My Writing

Take a look at some of my books below...

"I was fascinated by this book ... Well done, Ben. And well done, Jim, both of you, for having a bit of the self that exists ‘at the still point of the turning world … there the dance is' ... Well said, and well not-said!"

From the foreword by Mike Brearley, former England cricket captain, philosopher, psychoanalyst

The Zen of Ben is a vivid portrait of England’s Test captain Ben Stokes as well as an exploration of so-called Bazball and the fast-evolving world of Test cricket. On the way it offers startling insights into the teachings of ancient wisdom traditions, the way we understand sport, and how we might each approach the challenges of life itself....

THE ZEN OF BEN: Cricket in the Moment

To be published by PITCH, August 17th 2026

Stokes’s career has been intense, unpredictable and boundary‑breaking, mirroring the bold, attacking style that has redefined England’s red‑ball game. This period of transformation in English cricket, including the 2025 India Tests and the latest Ashes series, provides a backdrop for a deeper look at how Stokes and this new approach challenge old assumptions about the sport - and about everything else.

Exploring the emotion and the psychology of sporting endeavour, the book draws on the surprising parallels between Stokes’s leadership, the fluid, joyful nature of Bazball and the strange, playful wisdom found in classic Zen stories. Rather than the lifestyle ‘zen’ of calm spaces and scented candles, this is Zen as a long-standing discipline rooted in direct action, presence and breaking through illusion.

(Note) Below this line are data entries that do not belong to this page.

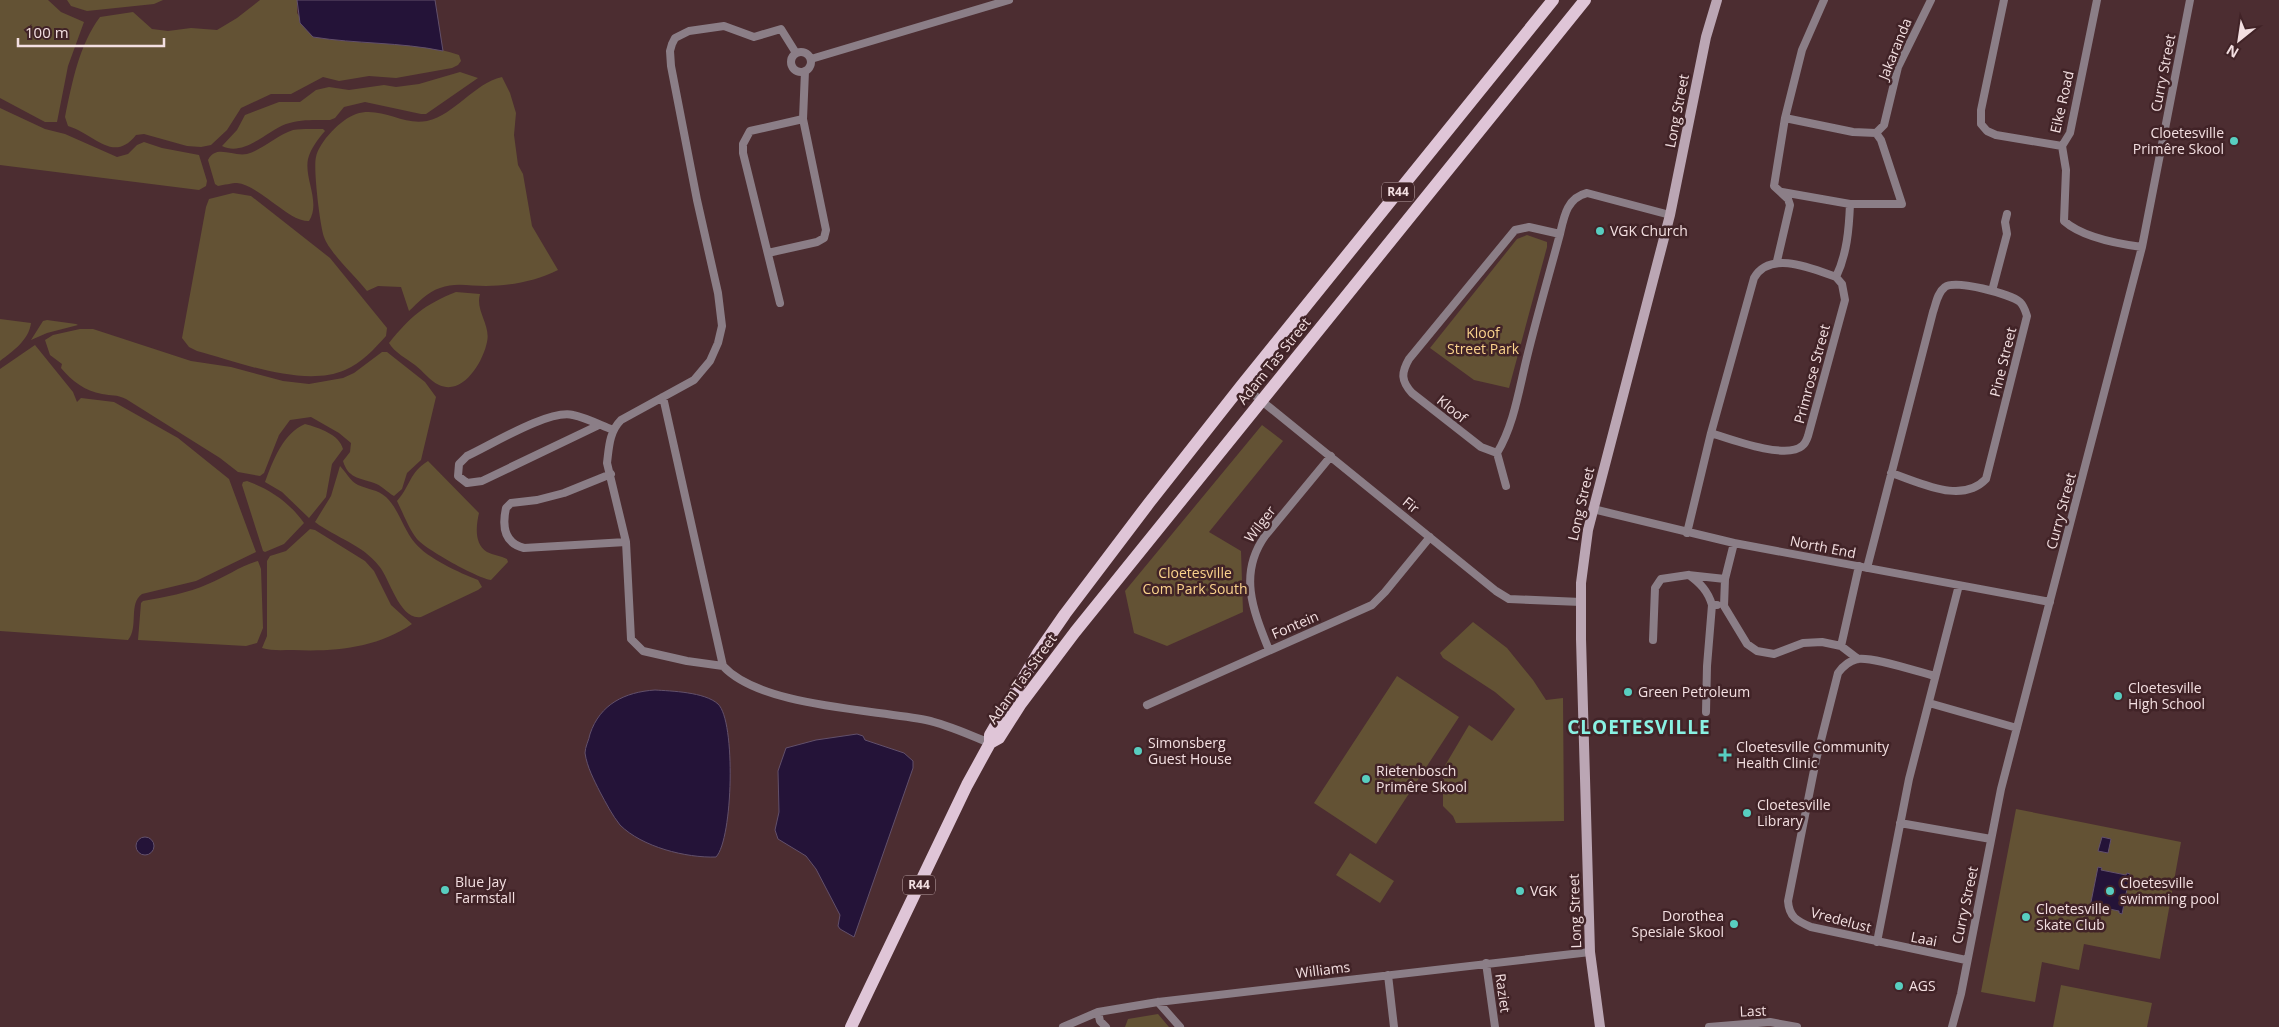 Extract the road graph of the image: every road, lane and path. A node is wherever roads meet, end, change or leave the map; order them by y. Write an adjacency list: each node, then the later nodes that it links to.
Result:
1 (1008, 0): 12 (street)
2 (1554, 0): 29 (main road, Adam Tas Street / R44)
3 (1585, 0): 31 (main road, Adam Tas Street / R44)
4 (1717, 0): 21 (street, Long Street)
5 (1824, 0): 14 (street)
6 (1931, 0): 16 (street, Jakaranda)
7 (2004, 0): 17 (street, Eike Road)
8 (2097, 0): 17 (street, Eike Road)
9 (2180, 0): 10 (street)
10 (2190, 1): 23 (street, Curry Street)
11 (796, 53): 12 (street); 13 (street); 30 (street)
12 (811, 59): 13 (street)
13 (805, 71): 15 (street)
14 (1785, 118): 16 (street); 18 (street)
15 (803, 119): 24 (street); 24 (street)
16 (1876, 133): 19 (street)
17 (2062, 146): 23 (street)
18 (1782, 192): 19 (street); 25 (street)
19 (1850, 204): 26 (street)
20 (2007, 214): 27 (street)
21 (1670, 215): 22 (street); 40 (street, Long Street)
22 (1560, 234): 35 (street); 35 (street, Kloof)
23 (2142, 247): 50 (street, Curry Street)
24 (768, 253): 28 (street)
25 (1777, 261): 26 (street); 34 (street)
26 (1836, 277): 34 (street, Primrose Street)
27 (1992, 291): 37 (street, Pine Street); 37 (street, Pine Street)
28 (780, 302)
29 (1242, 385): 31 (street, Fir); 63 (main road, Adam Tas Street / R44)
30 (662, 397): 33 (street); 57 (street)
31 (1262, 401): 36 (street, Fir); 63 (main road, Adam Tas Street / R44)
32 (599, 425): 32 (street); 33 (street)
33 (613, 430): 38 (street)
34 (1711, 433): 41 (street)
35 (1497, 453): 39 (street)
36 (1330, 456): 42 (street, Fir); 55 (street, Wilger)
37 (1891, 473): 45 (street, Pine Street)
38 (611, 474): 43 (street); 43 (street)
39 (1506, 486)
40 (1593, 509): 41 (street, North End); 49 (street, Long Street)
41 (1687, 533): 44 (street, North End)
42 (1430, 537): 49 (street, Fir); 55 (street, Fontein)
43 (626, 542): 57 (street)
44 (1734, 543): 45 (street, North End); 47 (street)
45 (1863, 567): 48 (street, North End); 54 (street, Pine Street)
46 (1688, 575): 47 (street); 51 (street); 53 (street)
47 (1725, 579): 52 (street)
48 (1959, 585): 50 (street, North End); 58 (street, Vredelust)
49 (1581, 602): 67 (street, Long Street)
50 (2050, 602): 62 (street, Curry Street)
51 (1712, 604): 52 (street); 61 (street)
52 (1724, 606): 54 (street)
53 (1653, 640)
54 (1841, 646): 56 (street)
55 (1270, 650): 60 (street, Fontein)
56 (1858, 659): 58 (street); 66 (street, Vredelust)
57 (723, 666): 63 (street)
58 (1935, 676): 59 (street, Vredelust)
59 (1929, 703): 62 (street); 64 (street, Vredelust)
60 (1146, 705)
61 (1706, 712)
62 (2017, 728): 65 (street, Curry Street)
63 (990, 743): 73 (main road, Adam Tas Street / R44)
64 (1900, 823): 65 (street); 66 (street, Vredelust)
65 (1991, 839): 68 (street, Curry Street)
66 (1877, 942): 68 (street, Laai)
67 (1590, 952): 69 (street, Williams); 79 (street, Long Street)
68 (1966, 960): 82 (street, Curry Street)
69 (1486, 963): 70 (street, Williams); 78 (street, Raziet)
70 (1388, 975): 71 (street, Williams); 77 (street)
71 (1158, 1002): 72 (street, Williams); 76 (street)
72 (1098, 1012): 74 (street, Williams); 75 (street)
73 (851, 1027)
74 (1063, 1027)
75 (1106, 1027)
76 (1180, 1027)
77 (1394, 1027)
78 (1495, 1027)
79 (1600, 1027)
80 (1709, 1027): 81 (street, Last)
81 (1797, 1027)
82 (1952, 1027) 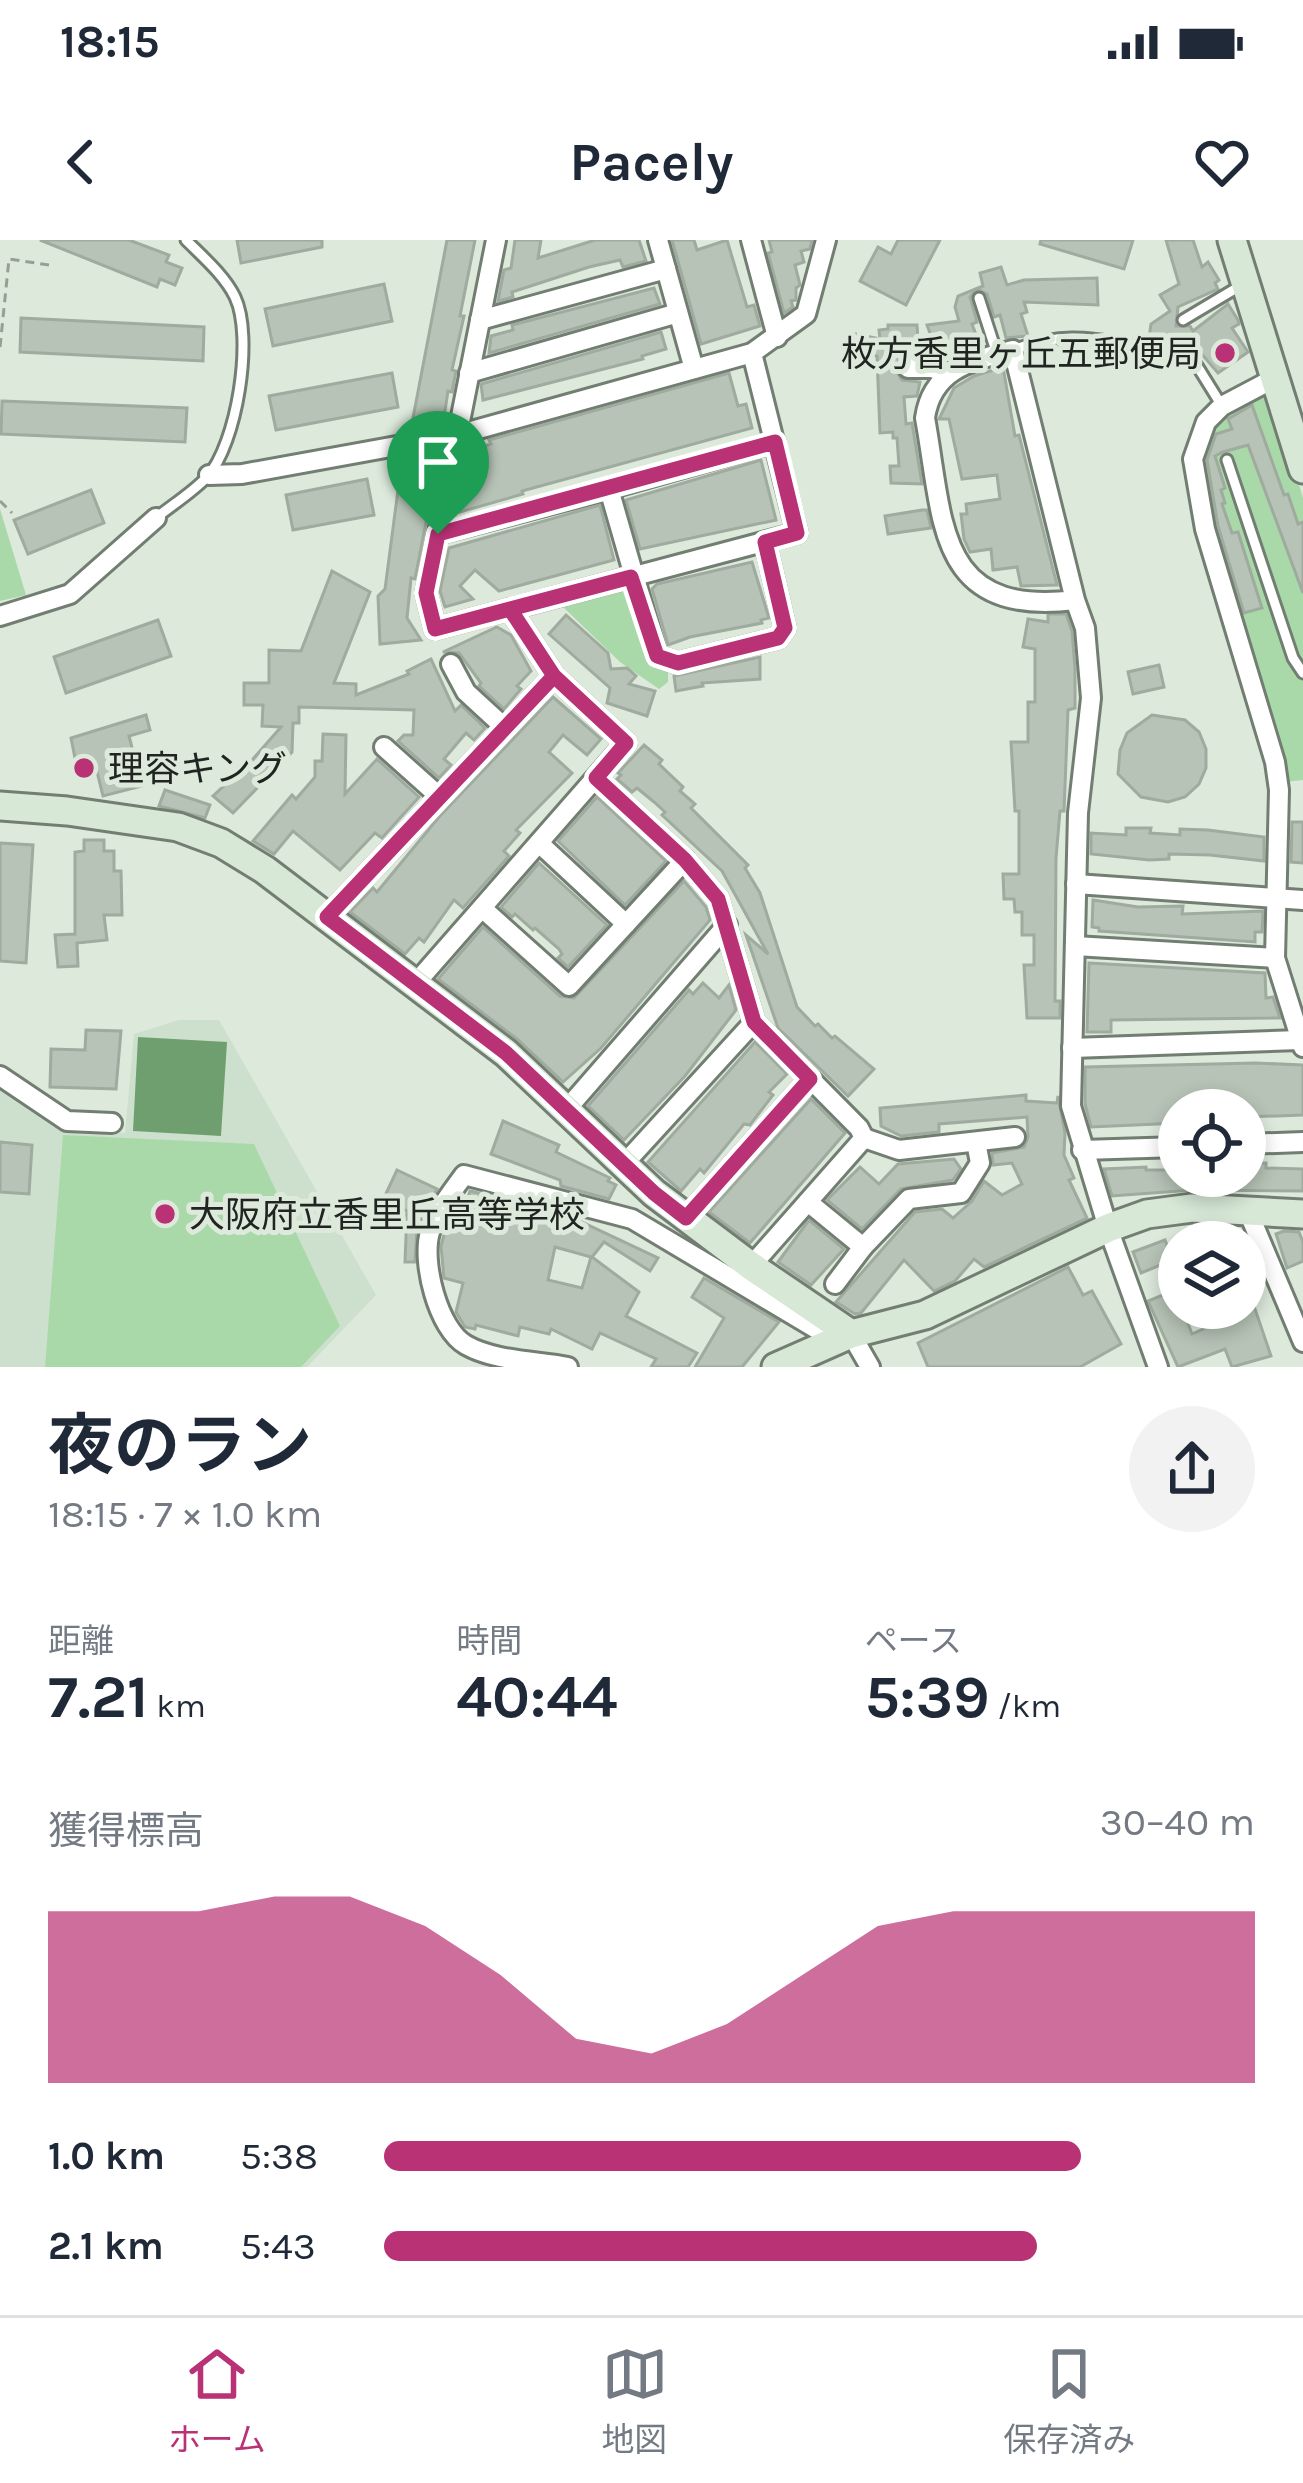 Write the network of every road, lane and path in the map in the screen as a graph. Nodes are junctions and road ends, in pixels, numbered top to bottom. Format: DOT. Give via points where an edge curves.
graph roads {
  1 [pos="187,240"];
  2 [pos="496,240"];
  3 [pos="658,240"];
  4 [pos="751,240"];
  5 [pos="826,240"];
  6 [pos="1232,240"];
  7 [pos="49,265"];
  8 [pos="666,269"];
  9 [pos="1246,283"];
  10 [pos="979,298"];
  11 [pos="678,313"];
  12 [pos="480,320"];
  13 [pos="1183,320"];
  14 [pos="777,337"];
  15 [pos="0,347"];
  16 [pos="1148,347"];
  17 [pos="752,352"];
  18 [pos="1005,352"];
  19 [pos="1191,356"];
  20 [pos="908,368"];
  21 [pos="694,369"];
  22 [pos="470,374"];
  23 [pos="947,374"];
  24 [pos="1275,378"];
  25 [pos="1222,406"];
  26 [pos="457,435"];
  27 [pos="775,442"];
  28 [pos="1228,460"];
  29 [pos="1303,469"];
  30 [pos="209,475"];
  31 [pos="609,489"];
  32 [pos="0,501"];
  33 [pos="12,513"];
  34 [pos="156,518"];
  35 [pos="438,534"];
  36 [pos="765,542"];
  37 [pos="631,577"];
  38 [pos="1075,601"];
  39 [pos="510,609"];
  40 [pos="0,616"];
  41 [pos="451,664"];
  42 [pos="1303,673"];
  43 [pos="554,676"];
  44 [pos="505,728"];
  45 [pos="384,747"];
  46 [pos="596,778"];
  47 [pos="440,797"];
  48 [pos="0,806"];
  49 [pos="539,843"];
  50 [pos="685,860"];
  51 [pos="1076,884"];
  52 [pos="1276,898"];
  53 [pos="1303,900"];
  54 [pos="482,908"];
  55 [pos="327,917"];
  56 [pos="626,924"];
  57 [pos="727,925"];
  58 [pos="1075,946"];
  59 [pos="1275,958"];
  60 [pos="415,984"];
  61 [pos="754,1022"];
  62 [pos="1301,1044"];
  63 [pos="1072,1048"];
  64 [pos="0,1076"];
  65 [pos="810,1079"];
  66 [pos="566,1110"];
  67 [pos="112,1124"];
  68 [pos="1015,1137"];
  69 [pos="863,1138"];
  70 [pos="976,1142"];
  71 [pos="1303,1142"];
  72 [pos="1266,1143"];
  73 [pos="1158,1148"];
  74 [pos="1082,1150"];
  75 [pos="624,1164"];
  76 [pos="808,1202"];
  77 [pos="1246,1209"];
  78 [pos="1303,1214"];
  79 [pos="686,1218"];
  80 [pos="1108,1228"];
  81 [pos="863,1247"];
  82 [pos="751,1266"];
  83 [pos="835,1284"];
  84 [pos="843,1336"];
  85 [pos="1303,1342"];
  86 [pos="568,1367"];
  87 [pos="776,1367"];
  88 [pos="870,1367"];
  89 [pos="1158,1367"];
  1 -- 30 [label="lane" via="240,314 238,398"];
  2 -- 12 [label="street"];
  3 -- 8 [label="street"];
  4 -- 14 [label="street"];
  5 -- 14 [label="street" via="806,314"];
  6 -- 9 [label="street"];
  7 -- 15 [label="path" via="9,260"];
  8 -- 11 [label="street"];
  8 -- 12 [label="street"];
  9 -- 13 [label="lane"];
  9 -- 24 [label="street"];
  10 -- 18 [label="lane"];
  11 -- 21 [label="street"];
  11 -- 22 [label="street"];
  12 -- 22 [label="street"];
  14 -- 17 [label="street"];
  16 -- 18 [label="lane" via="1061,337"];
  17 -- 21 [label="street"];
  17 -- 27 [label="street"];
  18 -- 23 [label="street"];
  18 -- 38 [label="street"];
  19 -- 25 [label="lane"];
  20 -- 23 [label="street"];
  21 -- 26 [label="street"];
  22 -- 26 [label="street"];
  23 -- 38 [label="street" via="925,418 958,567 1004,595 1039,604"];
  24 -- 25 [label="street"];
  24 -- 29 [label="street"];
  25 -- 52 [label="street" via="1197,441 1194,476 1275,762"];
  26 -- 30 [label="street"];
  26 -- 35 [label="street"];
  27 -- 31 [label="street"];
  27 -- 36 [label="street" via="797,533"];
  28 -- 42 [label="lane"];
  30 -- 34 [label="lane"];
  31 -- 35 [label="street"];
  31 -- 37 [label="street"];
  32 -- 33 [label="path"];
  34 -- 40 [label="street" via="70,594"];
  35 -- 39 [label="street" via="426,593 435,629"];
  36 -- 37 [label="street"];
  36 -- 37 [label="street" via="785,628 768,643 678,663 657,656"];
  37 -- 39 [label="street"];
  38 -- 51 [label="street" via="1091,698"];
  39 -- 43 [label="street"];
  41 -- 44 [label="street" via="466,692"];
  43 -- 44 [label="street"];
  43 -- 46 [label="street" via="626,743"];
  44 -- 47 [label="street"];
  45 -- 47 [label="street"];
  46 -- 49 [label="street"];
  46 -- 50 [label="street"];
  47 -- 55 [label="street"];
  48 -- 55 [label="street" via="178,827 266,869"];
  49 -- 54 [label="street"];
  49 -- 56 [label="street"];
  50 -- 56 [label="street"];
  50 -- 57 [label="street" via="718,899"];
  51 -- 52 [label="street"];
  51 -- 58 [label="street"];
  52 -- 53 [label="street"];
  52 -- 59 [label="street"];
  54 -- 56 [label="street" via="568,986"];
  54 -- 60 [label="street"];
  55 -- 60 [label="street"];
  57 -- 61 [label="street"];
  57 -- 66 [label="street"];
  58 -- 59 [label="street"];
  58 -- 63 [label="street"];
  59 -- 62 [label="street"];
  60 -- 66 [label="street"];
  61 -- 65 [label="street"];
  61 -- 75 [label="street"];
  62 -- 63 [label="street"];
  63 -- 74 [label="street" via="1071,1106"];
  64 -- 67 [label="street" via="67,1121"];
  65 -- 69 [label="street"];
  65 -- 79 [label="street"];
  66 -- 75 [label="street"];
  68 -- 70 [label="street"];
  69 -- 70 [label="street" via="899,1150"];
  69 -- 76 [label="street"];
  70 -- 81 [label="street" via="980,1162 962,1193 909,1199"];
  71 -- 72 [label="street"];
  73 -- 74 [label="street"];
  74 -- 80 [label="street"];
  75 -- 79 [label="street"];
  76 -- 81 [label="street"];
  76 -- 82 [label="street"];
  77 -- 78 [label="street"];
  77 -- 80 [label="street" via="1147,1214"];
  77 -- 85 [label="street"];
  79 -- 82 [label="street"];
  80 -- 84 [label="street" via="925,1315"];
  80 -- 89 [label="street"];
  81 -- 83 [label="street"];
  82 -- 84 [label="street"];
  84 -- 86 [label="street" via="653,1228 464,1174 430,1231 447,1329 480,1351"];
  84 -- 87 [label="street"];
  84 -- 88 [label="street"];
}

Stokes’s willingness to play without fear, embrace risk and redefine what is possible on the field offers a fresh perspective on how freedom, intent and clarity shape performance on either side of the boundary.

Bringing together cricketing insight with accounts from recent series, The Zen of Ben explores what Zen and Ben reveal about each other — and what it might mean for all of us to let go of our seriousness, to move past the fear of failure and to approach life just a little more playfully.

The Zen of Ben: Cricket in the Moment explores a sporting icon and sport itself through the lens of psychology, cultural history, personal memoir and the wisdom traditions that help us face the biggest questions in life and death.

  • Ben Stokes’s story told through ten key moments in his life.

  • The meaning of sport explored in the light of ancient wisdom: The Bhagavad Gita, The Tao Te Ching, all Zen’s bewildering koans.

  • Significant contributions from two England cricketing legends: Mike Brearley (former captain, distinguished psychoanalyst) and Jonathan Agnew – ‘Aggers’ of Test Match Special fame.

  • Personal memoir of watching and following Test cricket, starting with a fateful day at Old Trafford in 1968

  • A deep exploration of the psychological and emotional dimensions of sport and life, with reflections on Ben, his team-mates and the much-loved Graham Thorpe.

  • An alternative history of Bazball, tracing its development, its reception, and how it's been understood - or not - by those watching on.

  • A challenge to what we really understand by ‘winning and losing’, ‘success and failure’ – in sport and in each of our lives.

  • An entertaining account of Zen through the ages, its arrival in the West, its fierce determination about what can and what can’t be said.

Read and discover:

GIVING UP WITHOUT GIVING UP

Meditation and Depressions

(Bloomsbury 2019)

"If it is true that all human griefs have their roots in our inability to sit quietly in our own company for five minutes, this spare, candid and calm introduction to meditative practice will be a life-saving gift for many living in or on the edge of the darkness that regularly overtakes us in this uncontrollable world."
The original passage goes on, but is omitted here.